[PROVIDED MATERIAL — start]
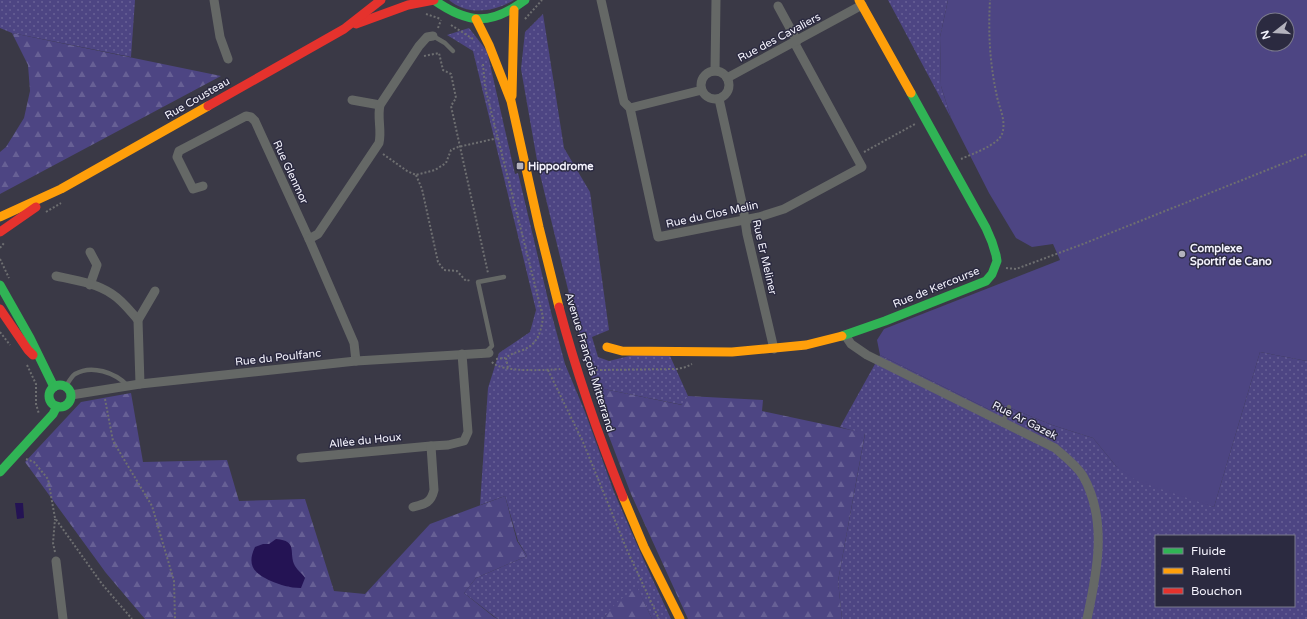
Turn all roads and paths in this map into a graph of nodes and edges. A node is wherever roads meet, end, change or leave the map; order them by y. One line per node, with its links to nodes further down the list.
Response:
1 (214, 0): 21 (street)
2 (381, 0): 15 (main road, Rue Cousteau)
3 (434, 0): 12 (main road); 15 (main road, Rue Cousteau)
4 (525, 0): 11 (main road)
5 (542, 0): 14 (path)
6 (602, 0): 30 (street, Rue du Clos Melin)
7 (716, 0): 23 (street)
8 (990, 0): 37 (path)
9 (861, 3): 18 (street, Rue des Cavaliers); 31 (main road)
10 (778, 6): 18 (street)
11 (514, 10): 12 (main road); 28 (main road, Avenue François Mitterrand)
12 (476, 19): 28 (main road, Avenue François Mitterrand)
13 (441, 20): 17 (path)
14 (523, 23)
15 (344, 29): 40 (main road, Rue Cousteau)
16 (433, 36): 19 (lane); 29 (street)
17 (473, 40)
18 (796, 42): 24 (street, Rue des Cavaliers); 36 (street)
19 (453, 51)
20 (419, 57): 33 (path)
21 (228, 59)
22 (484, 61): 32 (path)
23 (715, 71): 24 (street); 25 (street)
24 (727, 78): 26 (street)
25 (702, 90): 26 (street); 30 (street)
26 (719, 99): 42 (street, Rue Er Meliner)
27 (352, 100): 29 (street)
28 (511, 101): 92 (main road, Avenue François Mitterrand)
29 (380, 105): 34 (street)
30 (630, 108): 42 (street, Rue du Clos Melin)
31 (925, 118): 36 (path); 37 (main road)
32 (498, 138): 33 (path); 67 (path)
33 (460, 147): 38 (path); 49 (path)
34 (375, 148): 38 (path); 44 (street)
35 (1307, 154): 46 (path)
36 (856, 156): 42 (street, Rue du Clos Melin)
37 (950, 164): 46 (main road)
38 (416, 176): 50 (path)
39 (203, 186): 44 (street, Rue Glenmor)
40 (61, 189): 41 (main road, Rue Cousteau); 43 (main road, Rue Cousteau)
41 (0, 217)
42 (744, 220): 60 (street, Rue Er Meliner)
43 (0, 232)
44 (309, 239): 65 (street, Rue Glenmor)
45 (90, 252): 52 (street)
46 (996, 268): 57 (main road, Rue de Kercourse)
47 (56, 276): 52 (street)
48 (504, 277): 49 (lane)
49 (490, 280): 50 (lane)
50 (478, 282): 62 (lane)
51 (0, 285): 66 (main road)
52 (90, 285): 55 (street)
53 (155, 291): 55 (street)
54 (0, 309): 66 (main road)
55 (138, 320): 71 (street)
56 (0, 332): 58 (path)
57 (845, 335): 60 (main road, Rue de Kercourse); 80 (street, Rue Ar Gazek)
58 (12, 347)
59 (607, 347): 61 (main road, Rue de Kercourse)
60 (774, 349): 61 (main road, Rue de Kercourse)
61 (699, 352): 70 (path)
62 (487, 353): 63 (street, Rue du Poulfanc); 67 (path)
63 (462, 354): 65 (street, Rue du Poulfanc); 81 (street, Allée du Houx)
64 (25, 361): 79 (path)
65 (356, 361): 71 (street, Rue du Poulfanc)
66 (41, 362): 74 (main road)
67 (508, 368): 69 (path)
68 (561, 369): 69 (path)
69 (548, 370): 91 (path)
70 (596, 370)
71 (140, 384): 73 (street, Rue du Poulfanc)
72 (66, 386): 73 (lane); 74 (main road); 76 (main road)
73 (129, 386): 75 (street, Rue du Poulfanc)
74 (54, 387): 77 (main road)
75 (104, 390): 76 (street, Rue du Poulfanc); 90 (path)
76 (71, 395): 77 (main road)
77 (57, 406): 79 (main road)
78 (1009, 407): 80 (lane)
79 (46, 422): 82 (main road)
80 (1003, 422): 93 (street, Rue Ar Gazek)
81 (431, 446): 83 (street, Allée du Houx); 85 (street)
82 (16, 455): 84 (main road); 86 (path)
83 (301, 458)
84 (0, 472)
85 (413, 507)
86 (55, 518): 87 (path); 89 (path)
87 (56, 561): 88 (street)
88 (63, 619)
89 (132, 619)
90 (175, 619)
91 (659, 619)
92 (680, 619)
93 (1087, 619)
[PROVIDED MATERIAL — finish]
* _WHAT YOU ARE ASKED TO DO_: Determine how many lines of the records above contain the word "François", and report only that number.

* _RESULT OF THE TASK_: 3